Dans ma réponse1 à l’Initiative nationale pour le changement2, qui était basée sur la prémisse que Bachar allait démissionner peu après le début des manifestations, j’ai expliqué que cela n’arriverait pas et que  le combat avec le régime allait prendre plusieurs mois.

J’ai basé mon jugement sur mon évaluation personnelle de la situation en Syrie et aussi sur ma connaissance personnelle de la personnalité de Bachar. Cette personnalité se caractérise principalement par son immaturité et en conséquence par son manque de conscience. La question que beaucoup peuvent se poser est comment l’immaturité personnelle peut conduire une personne à perdre son âme et sa conscience. Ainsi,pour rester au pouvoir, il commet des crimes affreux, et se détruit lui-même ainsi que beaucoup de gens autour de lui.

Une caractéristique importante des personnes matures, c’est qu’elles peuvent comprendre et faire face à des réalités sociales complexes. Ces complexités résultent principalement de la profondeur de la psyché humaine et de la complexité des relations sociales. Ainsi, des personnes mûres peuvent comprendre leurs propres besoins qui leur sont nécessaires pour grandir psychologiquement et s’épanouir.

De plus, elles peuvent comprendre les besoins réels des autres, qui sont importants pour que ces personnes réalisent leur propre potentiel. Ainsi, les personnes matures peuvent satisfaire leurs propres besoins et les besoins des autres d’une manière harmonieuse. Enfin, les personnes matures ont une bonne connaissance des lois qui régissent les relations et les interactions humaines,elles mènent ainsi leur vie de la manière la plus bénéfique pour elles et pour leur entourage.

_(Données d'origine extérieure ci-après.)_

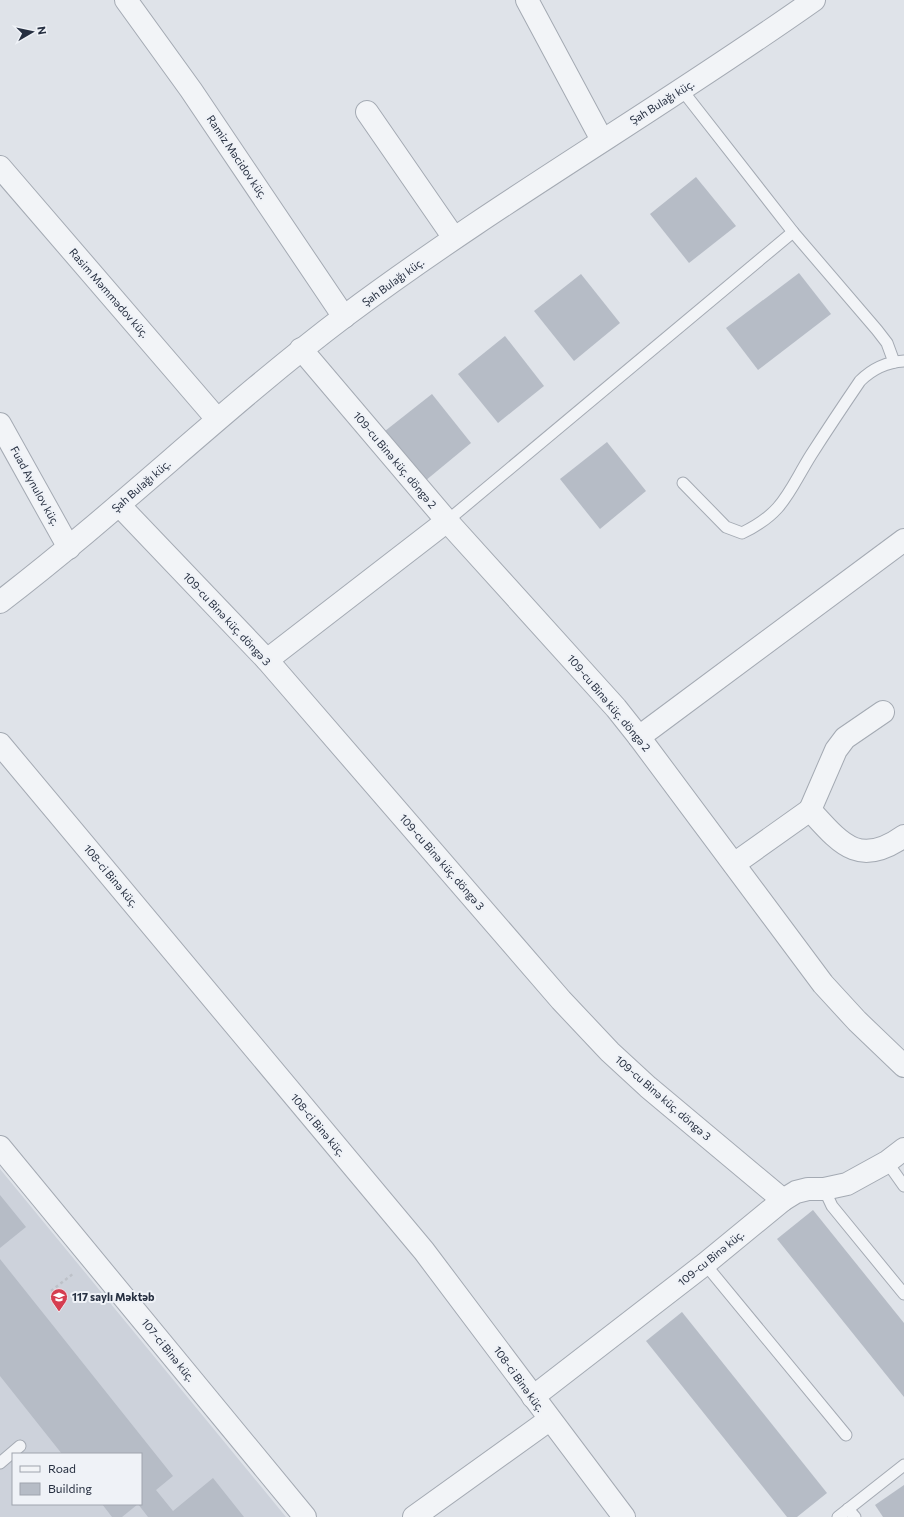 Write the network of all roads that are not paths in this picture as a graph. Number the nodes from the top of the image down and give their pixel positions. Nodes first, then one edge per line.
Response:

Elles apprennent ainsi à prendre des décisions et à être conscientes de leur pouvoir.

En effet, en tant qu’êtres humains, nous développons ces capacités dans le laboratoire de la vie à travers nos expériences personnelles  dès les premiers jours de nos vies. Si pour quelque raison que ce soit notre vie n’est pas enrichie par des expériences dont nous tirons les leçons, nous ne pouvons pas acquérir ces capacités.

D’ailleurs, toutes ces capacités déterminent l’état de notre conscience et nous rendent donc en mesure d’établir des principes sûrs pour distinguer le bien du mal. Par conséquent, les gens matures sont caractérisés par une conscience développée, tandis que les gens immatures n’ont pas cette faculté précieuse.

J’ai connu Bachar pendant mes études de médecine. Bachar à cette époque avait l’air gentil et modeste. D’ailleurs, il avait l’air heureux, ou plutôt il avait l’habitude de plaisanter tout le temps. Ce caractère mettait son entourage à l’aise. Cela, parce qu’il n’était pas besoin d’être formel même en étant en présence du fils du président.

Cependant, quand je réfléchis maintenant au comportement de Bachar pendant ses études de médecine, je pouvais voir les premiers signes de son immaturité. En effet, ses relations avec les gens autour de lui étaient superficielles. Il était très entouré , mais il n’avait pas de véritable vrai ami . Il avait pourtant besoin de profondes et vraies relations pour pouvoir mûrir et grandir psychologiquement. Il avait besoin de relations réelles afin de se connaitre et de connaitre les êtres humains autour de lui. En outre, ses plaisanteries étaient une sorte de rigolade superficielle; elles ne venaient pas de situations tirées de la vie réelle, ni ne reflétaient un bon état d’esprit ou de l’intelligence.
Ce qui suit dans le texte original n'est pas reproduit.